The logo was carved out of a piece of nickel-based space-grade alloy Inconel using Xenon atoms shot from a plasma ion beam.
While the logo measures 17.43 micrometres (thousandths of a millimetre) in length it is just 700 nanometres (millionths of a millimetre) deep. Click here for an angled view.
“The logo was blasted out of a polished Inconel surface,” explains ESA Young Graduate Trainee Felix Schmidt, serving in ESA’s Materials and Electrical Components Laboratory.
“We created it as practice, in preparation for a project on modelling micromechanical testing.
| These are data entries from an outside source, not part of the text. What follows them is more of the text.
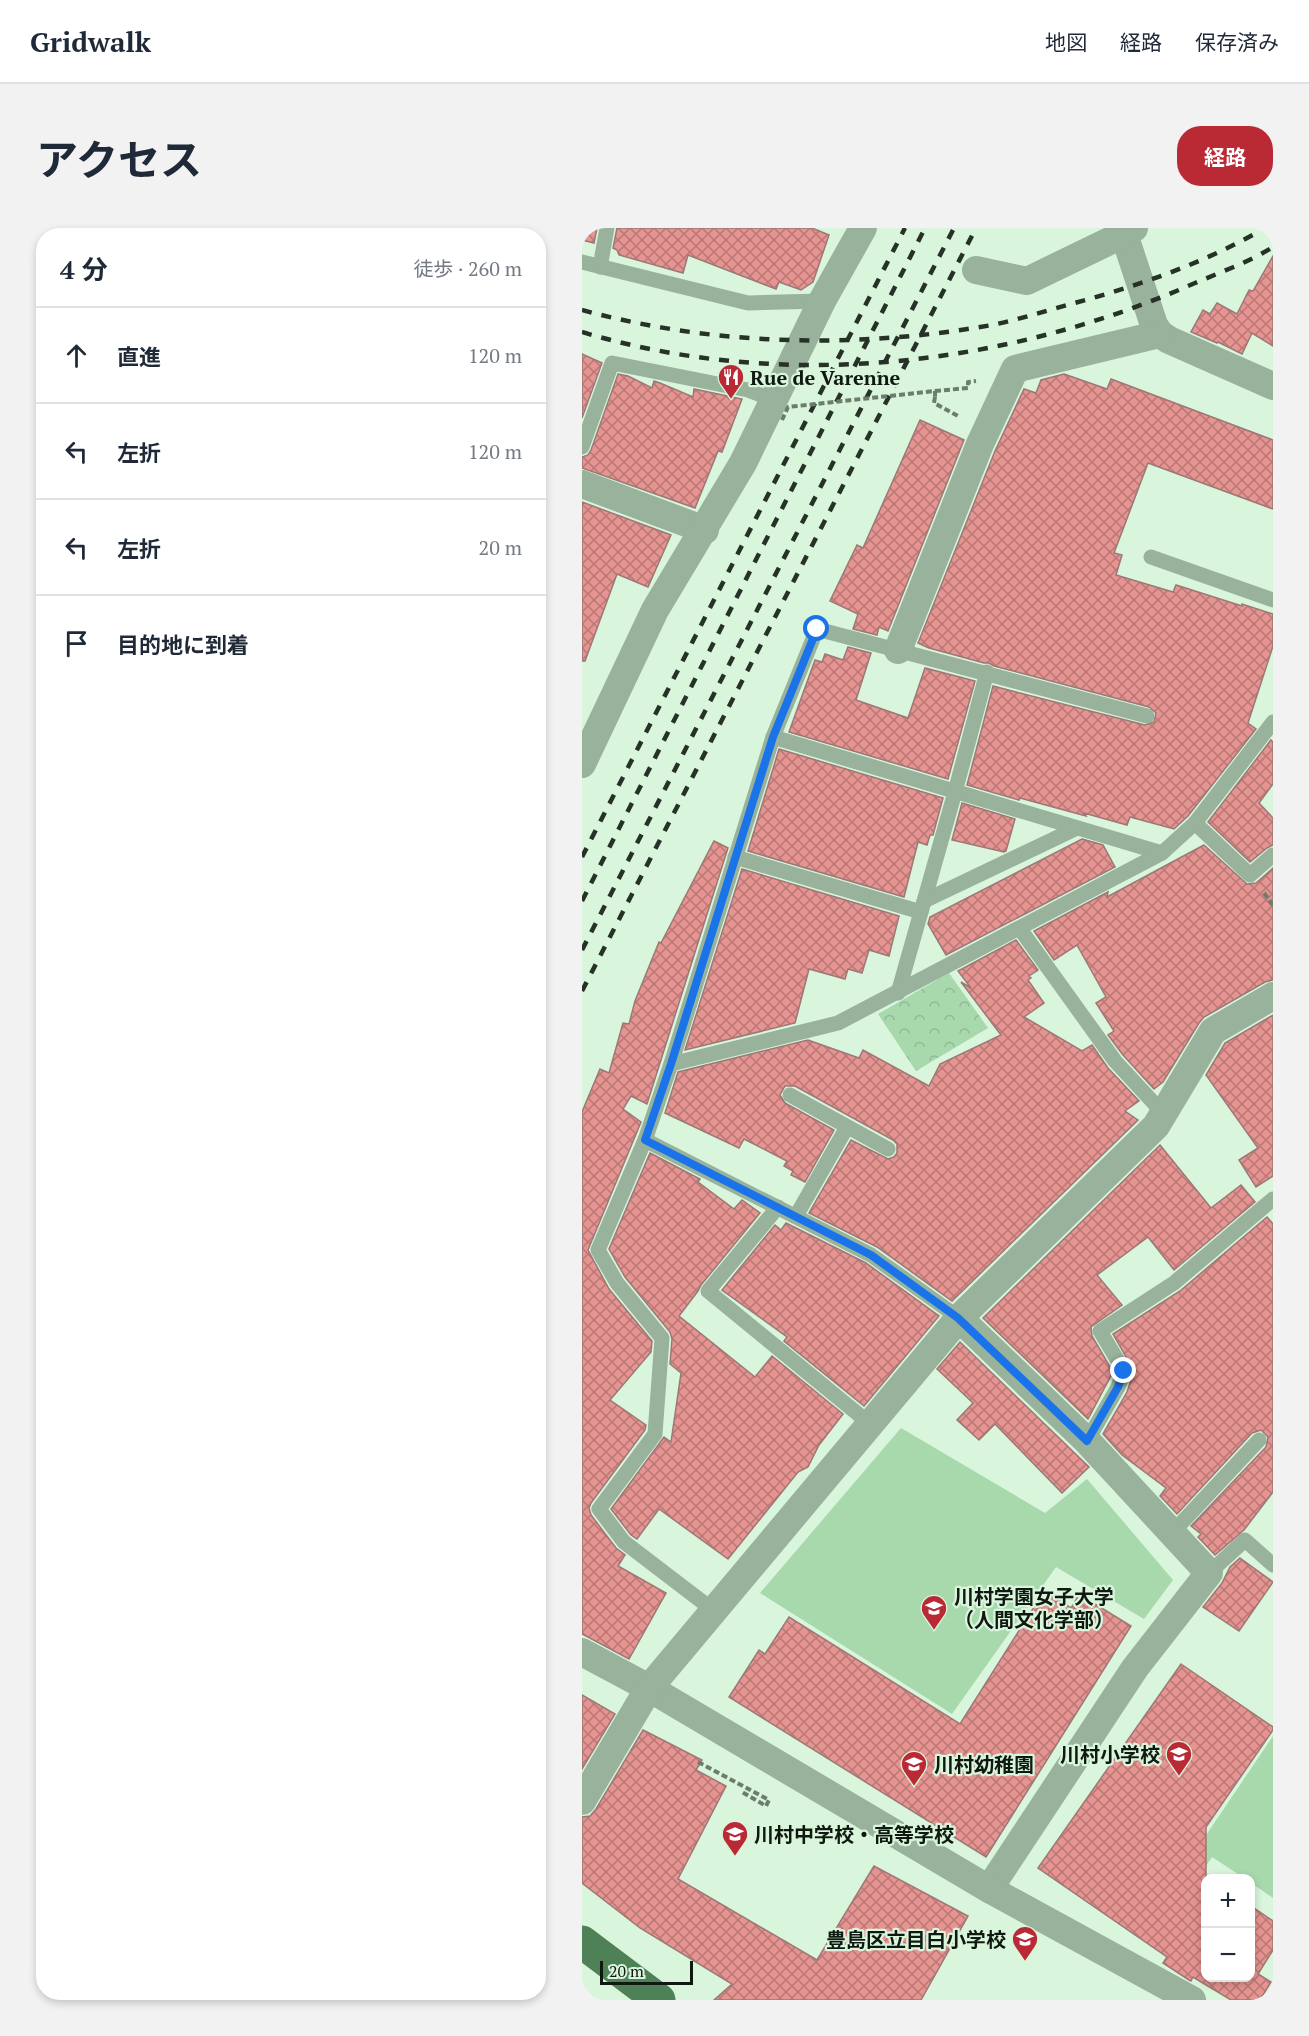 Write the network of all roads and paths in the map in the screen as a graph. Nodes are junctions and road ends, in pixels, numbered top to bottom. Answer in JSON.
{"nodes":[{"id":1,"x":608,"y":228,"type":"edge"},
{"id":2,"x":863,"y":228,"type":"edge"},
{"id":3,"x":1129,"y":231,"type":"edge"},
{"id":4,"x":582,"y":262,"type":"edge"},
{"id":5,"x":600,"y":267,"type":"junction"},
{"id":6,"x":976,"y":270,"type":"dead end"},
{"id":7,"x":822,"y":301,"type":"junction"},
{"id":8,"x":1160,"y":334,"type":"junction"},
{"id":9,"x":985,"y":380,"type":"dead end"},
{"id":10,"x":1273,"y":387,"type":"edge"},
{"id":11,"x":935,"y":391,"type":"junction"},
{"id":12,"x":935,"y":397,"type":"dead end"},
{"id":13,"x":778,"y":410,"type":"junction"},
{"id":14,"x":582,"y":447,"type":"edge"},
{"id":15,"x":582,"y":484,"type":"edge"},
{"id":16,"x":705,"y":530,"type":"junction"},
{"id":17,"x":1151,"y":557,"type":"dead end"},
{"id":18,"x":1273,"y":600,"type":"edge"},
{"id":19,"x":898,"y":650,"type":"junction"},
{"id":20,"x":987,"y":672,"type":"junction"},
{"id":21,"x":1147,"y":716,"type":"dead end"},
{"id":22,"x":1273,"y":722,"type":"edge"},
{"id":23,"x":773,"y":737,"type":"junction"},
{"id":24,"x":582,"y":764,"type":"edge"},
{"id":25,"x":955,"y":792,"type":"junction"},
{"id":26,"x":1195,"y":823,"type":"junction"},
{"id":27,"x":1077,"y":828,"type":"junction"},
{"id":28,"x":1162,"y":853,"type":"junction"},
{"id":29,"x":1273,"y":855,"type":"edge"},
{"id":30,"x":735,"y":857,"type":"junction"},
{"id":31,"x":923,"y":907,"type":"junction"},
{"id":32,"x":1020,"y":929,"type":"junction"},
{"id":33,"x":898,"y":993,"type":"junction"},
{"id":34,"x":1273,"y":996,"type":"edge"},
{"id":35,"x":671,"y":1064,"type":"junction"},
{"id":36,"x":790,"y":1095,"type":"dead end"},
{"id":37,"x":1163,"y":1113,"type":"junction"},
{"id":38,"x":847,"y":1127,"type":"junction"},
{"id":39,"x":645,"y":1140,"type":"junction"},
{"id":40,"x":888,"y":1149,"type":"dead end"},
{"id":41,"x":1273,"y":1199,"type":"edge"},
{"id":42,"x":778,"y":1207,"type":"junction"},
{"id":43,"x":796,"y":1216,"type":"junction"},
{"id":44,"x":958,"y":1318,"type":"junction"},
{"id":45,"x":869,"y":1423,"type":"junction"},
{"id":46,"x":1259,"y":1440,"type":"dead end"},
{"id":47,"x":1087,"y":1441,"type":"junction"},
{"id":48,"x":1172,"y":1533,"type":"junction"},
{"id":49,"x":1273,"y":1565,"type":"edge"},
{"id":50,"x":1209,"y":1573,"type":"junction"},
{"id":51,"x":713,"y":1610,"type":"junction"},
{"id":52,"x":582,"y":1652,"type":"edge"},
{"id":53,"x":649,"y":1688,"type":"junction"},
{"id":54,"x":698,"y":1762,"type":"dead end"},
{"id":55,"x":742,"y":1792,"type":"dead end"},
{"id":56,"x":582,"y":1801,"type":"edge"},
{"id":57,"x":989,"y":1889,"type":"junction"},
{"id":58,"x":582,"y":1942,"type":"edge"},
{"id":59,"x":659,"y":2000,"type":"edge"},
{"id":60,"x":1192,"y":2000,"type":"edge"}],
"edges":[{"from":1,"to":5,"type":"lane"},
{"from":2,"to":7,"type":"street"},
{"from":3,"to":6,"type":"street"},
{"from":3,"to":8,"type":"street"},
{"from":4,"to":5,"type":"lane"},
{"from":5,"to":7,"type":"lane"},
{"from":7,"to":13,"type":"street"},
{"from":8,"to":10,"type":"street"},
{"from":8,"to":19,"type":"street"},
{"from":9,"to":11,"type":"path"},
{"from":11,"to":12,"type":"path","bridge":true},
{"from":11,"to":13,"type":"path","bridge":true},
{"from":13,"to":14,"type":"lane"},
{"from":13,"to":16,"type":"street"},
{"from":15,"to":16,"type":"street"},
{"from":16,"to":24,"type":"street"},
{"from":17,"to":18,"type":"lane"},
{"from":19,"to":20,"type":"lane"},
{"from":19,"to":23,"type":"lane"},
{"from":20,"to":21,"type":"lane"},
{"from":20,"to":25,"type":"lane"},
{"from":22,"to":26,"type":"lane"},
{"from":23,"to":25,"type":"lane"},
{"from":23,"to":30,"type":"lane"},
{"from":25,"to":27,"type":"lane"},
{"from":25,"to":31,"type":"lane"},
{"from":26,"to":28,"type":"lane"},
{"from":26,"to":29,"type":"lane"},
{"from":27,"to":28,"type":"lane"},
{"from":27,"to":31,"type":"lane"},
{"from":28,"to":32,"type":"lane"},
{"from":30,"to":31,"type":"lane"},
{"from":30,"to":35,"type":"lane"},
{"from":31,"to":33,"type":"lane"},
{"from":32,"to":33,"type":"lane"},
{"from":32,"to":37,"type":"lane"},
{"from":33,"to":35,"type":"lane"},
{"from":34,"to":37,"type":"street"},
{"from":35,"to":39,"type":"lane"},
{"from":36,"to":38,"type":"lane"},
{"from":37,"to":44,"type":"street"},
{"from":38,"to":40,"type":"lane"},
{"from":38,"to":43,"type":"lane"},
{"from":39,"to":42,"type":"lane"},
{"from":39,"to":51,"type":"lane"},
{"from":41,"to":47,"type":"lane"},
{"from":42,"to":43,"type":"lane"},
{"from":42,"to":45,"type":"lane"},
{"from":43,"to":44,"type":"lane"},
{"from":44,"to":45,"type":"street"},
{"from":44,"to":47,"type":"street"},
{"from":45,"to":51,"type":"street"},
{"from":46,"to":48,"type":"lane"},
{"from":47,"to":48,"type":"street"},
{"from":48,"to":50,"type":"street"},
{"from":49,"to":50,"type":"lane"},
{"from":50,"to":57,"type":"street"},
{"from":51,"to":53,"type":"street"},
{"from":52,"to":53,"type":"street"},
{"from":53,"to":56,"type":"street"},
{"from":53,"to":57,"type":"street"},
{"from":54,"to":55,"type":"path"},
{"from":57,"to":60,"type":"street"},
{"from":58,"to":59,"type":"main road"}]}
Achieving accurate cuts on a given material is tricky, with many parameters needing to be optimised to get the correct size and depth of the geometry, but this logo shows the kind of accuracy we can reach.”
To get an idea of its actual size, see the logo beside a human hair in this microscopic view – created using stacks of visible light microscope images to achieve the depth of field to get both objects in focus at once.
Felix adds: “Next the plan is to cut out a pillar of metal, then crush it using a nano-indenter, having meanwhile created a high-fidelity ‘digital twin’ of the pillar to accurately model how it behaves as force is exerted on it.”
ESA is already active at creating ‘digital twins’ of space systems at higher scales, explains engineer Michael Mallon, working on digital spacecraft design and verification, “but our aim here is to demonstrate a predictive capability right down to the meso-scale, the next level up from atoms.”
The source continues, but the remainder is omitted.